(Stored data)

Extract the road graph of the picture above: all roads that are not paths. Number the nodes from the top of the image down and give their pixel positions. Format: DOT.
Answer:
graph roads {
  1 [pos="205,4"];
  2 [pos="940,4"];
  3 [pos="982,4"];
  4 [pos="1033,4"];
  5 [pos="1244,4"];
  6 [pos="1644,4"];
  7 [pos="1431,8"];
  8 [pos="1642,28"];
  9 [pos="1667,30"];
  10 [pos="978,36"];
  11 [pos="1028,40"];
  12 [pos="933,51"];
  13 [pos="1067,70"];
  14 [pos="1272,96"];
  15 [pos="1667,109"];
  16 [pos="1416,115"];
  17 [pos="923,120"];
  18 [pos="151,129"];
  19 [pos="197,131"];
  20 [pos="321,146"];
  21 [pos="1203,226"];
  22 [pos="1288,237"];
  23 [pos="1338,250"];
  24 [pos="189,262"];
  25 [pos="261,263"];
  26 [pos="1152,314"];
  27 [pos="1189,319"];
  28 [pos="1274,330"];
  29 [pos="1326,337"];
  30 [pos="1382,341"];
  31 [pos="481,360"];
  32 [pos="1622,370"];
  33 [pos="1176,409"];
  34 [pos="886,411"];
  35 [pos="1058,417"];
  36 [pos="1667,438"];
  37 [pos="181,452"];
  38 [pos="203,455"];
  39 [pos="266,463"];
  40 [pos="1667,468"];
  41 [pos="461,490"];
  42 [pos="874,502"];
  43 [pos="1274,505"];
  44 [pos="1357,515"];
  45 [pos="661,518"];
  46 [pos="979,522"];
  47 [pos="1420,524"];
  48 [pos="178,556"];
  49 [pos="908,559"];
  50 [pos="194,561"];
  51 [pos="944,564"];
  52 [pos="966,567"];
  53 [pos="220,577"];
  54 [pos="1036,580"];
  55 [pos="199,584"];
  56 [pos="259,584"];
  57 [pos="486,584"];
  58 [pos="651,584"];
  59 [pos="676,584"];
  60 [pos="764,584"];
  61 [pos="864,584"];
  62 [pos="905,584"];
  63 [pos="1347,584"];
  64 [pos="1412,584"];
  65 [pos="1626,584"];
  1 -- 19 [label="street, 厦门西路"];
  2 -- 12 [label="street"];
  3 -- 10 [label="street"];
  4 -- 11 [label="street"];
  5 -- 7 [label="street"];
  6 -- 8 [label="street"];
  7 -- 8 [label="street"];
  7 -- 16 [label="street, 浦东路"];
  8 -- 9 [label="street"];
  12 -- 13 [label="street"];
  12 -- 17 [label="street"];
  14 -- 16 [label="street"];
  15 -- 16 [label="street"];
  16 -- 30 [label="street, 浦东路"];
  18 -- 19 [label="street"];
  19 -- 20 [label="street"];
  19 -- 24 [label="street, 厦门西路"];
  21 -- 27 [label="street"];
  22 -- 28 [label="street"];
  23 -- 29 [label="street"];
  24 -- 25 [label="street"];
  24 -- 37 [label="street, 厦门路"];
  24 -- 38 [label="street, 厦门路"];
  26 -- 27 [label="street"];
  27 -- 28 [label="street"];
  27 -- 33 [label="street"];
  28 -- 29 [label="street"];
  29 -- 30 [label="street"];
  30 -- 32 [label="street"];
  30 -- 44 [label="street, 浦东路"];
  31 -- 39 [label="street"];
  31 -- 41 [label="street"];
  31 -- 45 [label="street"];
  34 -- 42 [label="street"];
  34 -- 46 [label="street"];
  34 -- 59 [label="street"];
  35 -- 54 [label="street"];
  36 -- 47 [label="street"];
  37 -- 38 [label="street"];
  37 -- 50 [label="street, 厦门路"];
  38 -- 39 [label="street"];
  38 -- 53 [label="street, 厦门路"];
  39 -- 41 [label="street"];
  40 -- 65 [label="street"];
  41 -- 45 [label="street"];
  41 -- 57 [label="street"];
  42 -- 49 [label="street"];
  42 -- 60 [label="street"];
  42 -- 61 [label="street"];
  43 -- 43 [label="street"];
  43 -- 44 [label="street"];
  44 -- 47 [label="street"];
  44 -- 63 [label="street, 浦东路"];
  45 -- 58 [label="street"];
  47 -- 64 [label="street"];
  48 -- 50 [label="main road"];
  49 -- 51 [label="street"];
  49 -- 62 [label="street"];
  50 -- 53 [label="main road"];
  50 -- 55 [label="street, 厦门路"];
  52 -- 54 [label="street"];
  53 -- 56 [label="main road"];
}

...

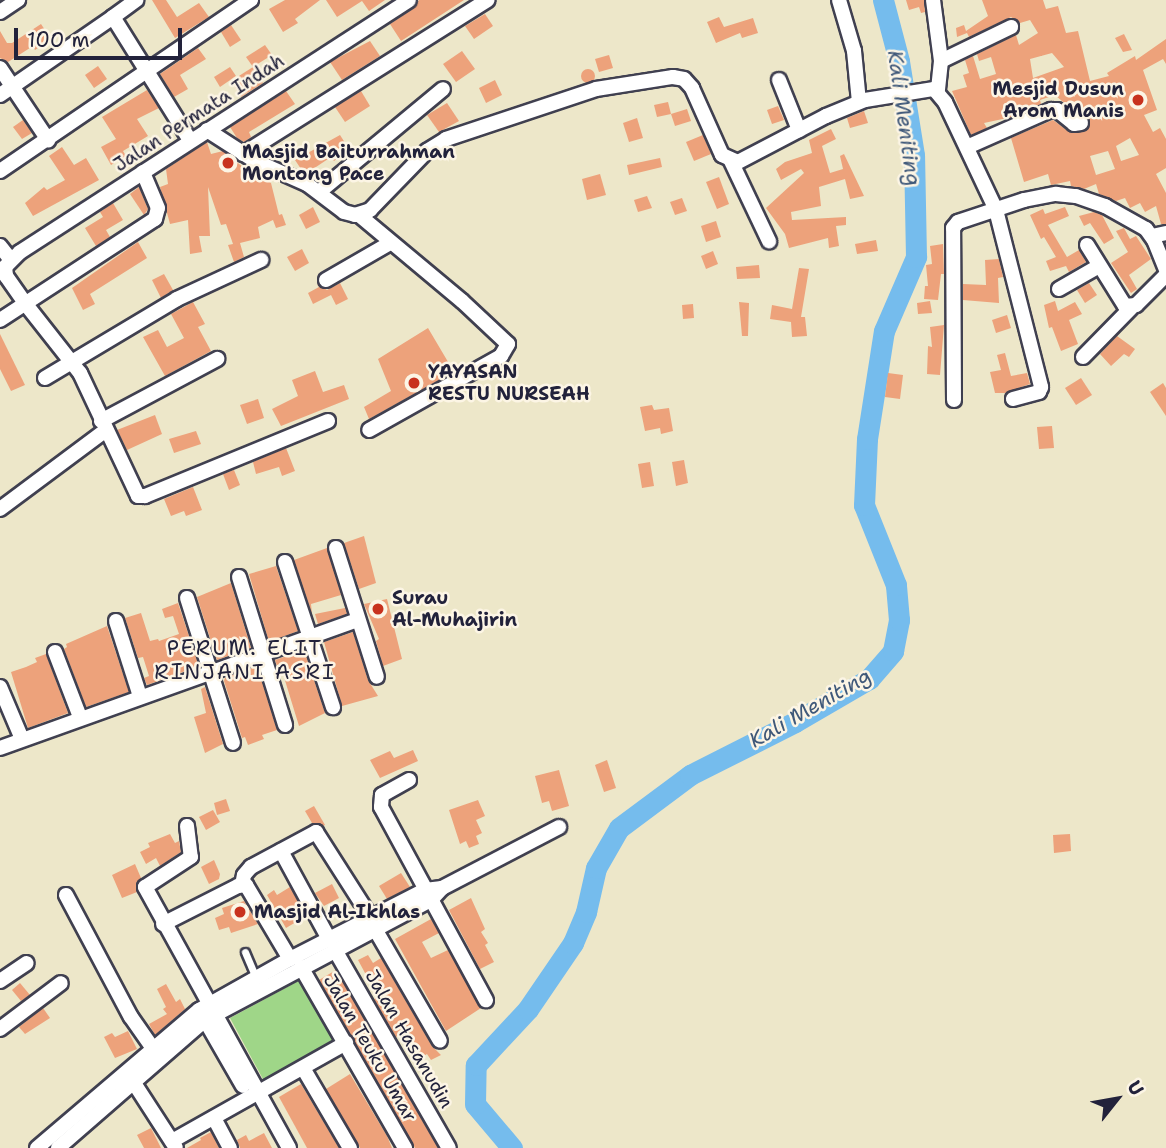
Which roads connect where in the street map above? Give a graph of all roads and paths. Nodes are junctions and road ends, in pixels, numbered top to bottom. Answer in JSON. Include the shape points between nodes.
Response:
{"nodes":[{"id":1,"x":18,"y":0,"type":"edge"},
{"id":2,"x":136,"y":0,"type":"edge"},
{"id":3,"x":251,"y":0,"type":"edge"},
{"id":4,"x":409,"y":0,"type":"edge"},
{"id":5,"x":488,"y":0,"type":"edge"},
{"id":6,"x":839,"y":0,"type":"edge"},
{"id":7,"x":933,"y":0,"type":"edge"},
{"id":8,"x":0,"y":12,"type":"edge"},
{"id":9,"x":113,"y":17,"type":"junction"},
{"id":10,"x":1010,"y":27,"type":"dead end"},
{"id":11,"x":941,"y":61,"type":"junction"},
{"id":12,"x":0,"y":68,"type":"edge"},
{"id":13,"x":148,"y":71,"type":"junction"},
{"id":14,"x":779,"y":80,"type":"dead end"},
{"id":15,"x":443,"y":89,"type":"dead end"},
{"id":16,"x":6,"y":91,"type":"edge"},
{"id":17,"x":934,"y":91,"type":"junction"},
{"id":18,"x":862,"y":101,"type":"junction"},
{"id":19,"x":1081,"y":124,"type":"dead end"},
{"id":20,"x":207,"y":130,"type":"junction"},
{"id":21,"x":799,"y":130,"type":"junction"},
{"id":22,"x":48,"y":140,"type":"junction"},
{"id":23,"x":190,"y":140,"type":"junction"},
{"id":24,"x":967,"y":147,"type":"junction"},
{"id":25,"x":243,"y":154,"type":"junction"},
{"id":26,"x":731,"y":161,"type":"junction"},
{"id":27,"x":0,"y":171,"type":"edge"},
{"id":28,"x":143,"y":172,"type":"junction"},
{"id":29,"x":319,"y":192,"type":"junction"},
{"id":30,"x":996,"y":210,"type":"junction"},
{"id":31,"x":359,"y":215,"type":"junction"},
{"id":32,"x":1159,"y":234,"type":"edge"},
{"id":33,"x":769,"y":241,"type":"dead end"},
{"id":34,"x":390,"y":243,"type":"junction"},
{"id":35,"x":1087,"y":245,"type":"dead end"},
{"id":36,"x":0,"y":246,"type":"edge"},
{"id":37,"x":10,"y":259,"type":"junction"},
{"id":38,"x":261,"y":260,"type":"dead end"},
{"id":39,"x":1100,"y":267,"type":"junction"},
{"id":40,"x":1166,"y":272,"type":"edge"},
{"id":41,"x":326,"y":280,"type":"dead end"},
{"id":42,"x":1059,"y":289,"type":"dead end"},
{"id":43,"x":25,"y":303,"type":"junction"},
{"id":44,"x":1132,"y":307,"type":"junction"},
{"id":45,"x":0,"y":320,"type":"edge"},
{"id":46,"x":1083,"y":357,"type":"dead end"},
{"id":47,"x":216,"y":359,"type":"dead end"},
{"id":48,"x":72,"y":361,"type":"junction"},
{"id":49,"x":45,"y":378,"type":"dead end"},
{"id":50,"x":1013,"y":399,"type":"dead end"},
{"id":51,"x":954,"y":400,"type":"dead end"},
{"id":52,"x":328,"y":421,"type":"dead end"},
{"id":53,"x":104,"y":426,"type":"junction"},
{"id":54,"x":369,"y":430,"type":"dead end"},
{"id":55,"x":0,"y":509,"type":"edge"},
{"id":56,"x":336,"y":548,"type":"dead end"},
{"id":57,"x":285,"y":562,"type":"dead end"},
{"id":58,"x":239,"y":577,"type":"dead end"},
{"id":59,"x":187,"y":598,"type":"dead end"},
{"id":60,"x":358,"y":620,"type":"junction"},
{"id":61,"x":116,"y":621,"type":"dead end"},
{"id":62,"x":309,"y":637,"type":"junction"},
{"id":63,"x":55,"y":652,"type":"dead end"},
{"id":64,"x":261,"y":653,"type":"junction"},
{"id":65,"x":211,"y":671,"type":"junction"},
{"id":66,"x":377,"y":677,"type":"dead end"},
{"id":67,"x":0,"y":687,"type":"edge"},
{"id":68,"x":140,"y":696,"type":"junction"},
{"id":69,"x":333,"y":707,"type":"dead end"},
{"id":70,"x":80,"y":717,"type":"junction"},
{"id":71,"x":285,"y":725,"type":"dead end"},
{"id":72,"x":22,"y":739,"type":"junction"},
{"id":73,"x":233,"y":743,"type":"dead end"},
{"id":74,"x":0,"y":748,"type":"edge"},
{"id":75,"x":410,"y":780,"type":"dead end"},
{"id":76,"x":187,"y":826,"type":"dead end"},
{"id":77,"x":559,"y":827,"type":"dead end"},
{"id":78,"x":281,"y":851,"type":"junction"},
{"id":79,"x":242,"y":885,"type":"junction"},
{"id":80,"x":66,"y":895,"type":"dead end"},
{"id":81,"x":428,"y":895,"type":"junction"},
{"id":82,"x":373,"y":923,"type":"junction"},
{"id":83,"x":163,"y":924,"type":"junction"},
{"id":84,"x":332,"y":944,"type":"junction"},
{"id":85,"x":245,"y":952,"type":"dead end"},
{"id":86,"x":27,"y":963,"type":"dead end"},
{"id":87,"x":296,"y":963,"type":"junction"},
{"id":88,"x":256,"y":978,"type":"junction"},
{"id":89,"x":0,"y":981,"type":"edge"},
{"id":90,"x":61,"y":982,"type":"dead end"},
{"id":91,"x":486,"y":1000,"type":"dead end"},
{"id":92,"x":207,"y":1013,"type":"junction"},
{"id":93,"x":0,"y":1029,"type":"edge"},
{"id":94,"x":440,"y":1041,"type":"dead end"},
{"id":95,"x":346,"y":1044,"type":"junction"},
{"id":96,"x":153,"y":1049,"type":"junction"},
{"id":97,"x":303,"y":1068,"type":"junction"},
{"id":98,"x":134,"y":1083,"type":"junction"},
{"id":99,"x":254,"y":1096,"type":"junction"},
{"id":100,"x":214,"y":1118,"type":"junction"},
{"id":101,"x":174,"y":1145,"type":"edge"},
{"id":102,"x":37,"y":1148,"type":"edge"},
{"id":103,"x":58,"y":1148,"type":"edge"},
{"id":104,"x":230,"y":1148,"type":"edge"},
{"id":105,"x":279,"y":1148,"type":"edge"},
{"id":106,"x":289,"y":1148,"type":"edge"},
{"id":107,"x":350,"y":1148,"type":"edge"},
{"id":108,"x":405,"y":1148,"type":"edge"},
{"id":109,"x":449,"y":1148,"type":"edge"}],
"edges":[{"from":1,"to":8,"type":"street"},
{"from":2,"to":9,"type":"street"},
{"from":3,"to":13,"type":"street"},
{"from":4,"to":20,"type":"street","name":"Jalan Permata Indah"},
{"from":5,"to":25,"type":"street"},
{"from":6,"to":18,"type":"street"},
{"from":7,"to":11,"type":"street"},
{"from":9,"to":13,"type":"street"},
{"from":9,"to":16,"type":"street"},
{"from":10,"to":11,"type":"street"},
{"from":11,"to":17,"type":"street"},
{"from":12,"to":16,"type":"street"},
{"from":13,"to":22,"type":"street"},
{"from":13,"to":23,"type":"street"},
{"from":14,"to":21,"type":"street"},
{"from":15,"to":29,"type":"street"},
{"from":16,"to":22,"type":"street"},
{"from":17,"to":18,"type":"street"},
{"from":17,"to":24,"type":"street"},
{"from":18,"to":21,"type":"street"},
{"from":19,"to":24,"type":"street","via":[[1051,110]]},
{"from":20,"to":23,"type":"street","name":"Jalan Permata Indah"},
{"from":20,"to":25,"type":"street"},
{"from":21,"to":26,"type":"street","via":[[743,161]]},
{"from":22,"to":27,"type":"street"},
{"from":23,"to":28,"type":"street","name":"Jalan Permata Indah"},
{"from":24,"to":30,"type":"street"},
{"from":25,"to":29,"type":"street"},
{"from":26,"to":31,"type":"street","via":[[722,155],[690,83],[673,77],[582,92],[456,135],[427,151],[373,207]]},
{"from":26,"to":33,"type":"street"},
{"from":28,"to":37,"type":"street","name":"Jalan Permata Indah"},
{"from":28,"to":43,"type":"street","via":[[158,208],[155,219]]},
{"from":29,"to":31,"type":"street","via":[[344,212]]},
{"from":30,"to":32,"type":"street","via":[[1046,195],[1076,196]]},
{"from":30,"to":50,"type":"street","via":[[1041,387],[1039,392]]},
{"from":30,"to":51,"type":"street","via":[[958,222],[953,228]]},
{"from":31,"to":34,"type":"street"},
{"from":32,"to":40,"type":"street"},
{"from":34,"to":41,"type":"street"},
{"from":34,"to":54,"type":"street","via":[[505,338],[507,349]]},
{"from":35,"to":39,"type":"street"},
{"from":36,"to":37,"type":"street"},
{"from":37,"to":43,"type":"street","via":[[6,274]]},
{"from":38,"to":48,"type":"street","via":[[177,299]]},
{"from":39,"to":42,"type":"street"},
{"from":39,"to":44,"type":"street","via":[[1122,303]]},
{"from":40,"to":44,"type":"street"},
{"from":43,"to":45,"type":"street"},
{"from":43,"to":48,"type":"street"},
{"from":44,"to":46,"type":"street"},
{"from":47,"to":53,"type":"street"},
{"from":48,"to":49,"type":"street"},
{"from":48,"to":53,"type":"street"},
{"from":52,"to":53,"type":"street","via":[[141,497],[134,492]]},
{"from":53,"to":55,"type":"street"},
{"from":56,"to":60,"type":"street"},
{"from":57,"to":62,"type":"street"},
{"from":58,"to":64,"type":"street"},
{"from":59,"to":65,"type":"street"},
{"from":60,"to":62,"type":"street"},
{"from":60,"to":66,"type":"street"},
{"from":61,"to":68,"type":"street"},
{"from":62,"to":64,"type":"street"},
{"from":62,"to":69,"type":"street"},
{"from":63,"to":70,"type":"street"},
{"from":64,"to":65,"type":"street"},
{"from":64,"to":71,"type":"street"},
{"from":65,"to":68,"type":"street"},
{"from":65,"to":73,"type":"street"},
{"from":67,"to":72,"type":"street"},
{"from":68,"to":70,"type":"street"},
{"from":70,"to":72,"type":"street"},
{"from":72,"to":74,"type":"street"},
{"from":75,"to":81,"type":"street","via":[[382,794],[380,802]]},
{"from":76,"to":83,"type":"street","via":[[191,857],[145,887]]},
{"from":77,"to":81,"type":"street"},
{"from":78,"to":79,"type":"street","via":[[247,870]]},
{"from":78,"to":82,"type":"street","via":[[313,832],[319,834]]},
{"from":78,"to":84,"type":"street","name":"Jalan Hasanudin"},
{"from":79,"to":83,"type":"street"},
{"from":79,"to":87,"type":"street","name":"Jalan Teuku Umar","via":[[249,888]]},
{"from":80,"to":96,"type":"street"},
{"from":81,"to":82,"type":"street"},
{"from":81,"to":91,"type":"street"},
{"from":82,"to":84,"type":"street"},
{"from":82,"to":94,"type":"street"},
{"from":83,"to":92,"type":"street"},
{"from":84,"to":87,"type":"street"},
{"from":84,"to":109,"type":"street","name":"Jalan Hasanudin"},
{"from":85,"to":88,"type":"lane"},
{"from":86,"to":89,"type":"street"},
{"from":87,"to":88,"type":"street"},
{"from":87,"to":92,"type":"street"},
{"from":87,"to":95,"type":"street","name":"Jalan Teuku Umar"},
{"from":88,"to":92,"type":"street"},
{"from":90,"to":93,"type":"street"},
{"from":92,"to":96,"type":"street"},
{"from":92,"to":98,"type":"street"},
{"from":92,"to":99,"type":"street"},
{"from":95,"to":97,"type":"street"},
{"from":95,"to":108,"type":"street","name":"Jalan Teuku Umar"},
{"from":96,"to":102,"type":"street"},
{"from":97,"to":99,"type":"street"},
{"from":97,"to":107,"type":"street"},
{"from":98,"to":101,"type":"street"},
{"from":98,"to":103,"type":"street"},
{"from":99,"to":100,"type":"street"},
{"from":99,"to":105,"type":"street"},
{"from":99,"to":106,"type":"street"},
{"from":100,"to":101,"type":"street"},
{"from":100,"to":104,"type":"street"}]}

**How to complete this task**. Using the entries above, work out the number of lines containing the string "厦门西路", and supply only that number.

**Solution for this problem**. 2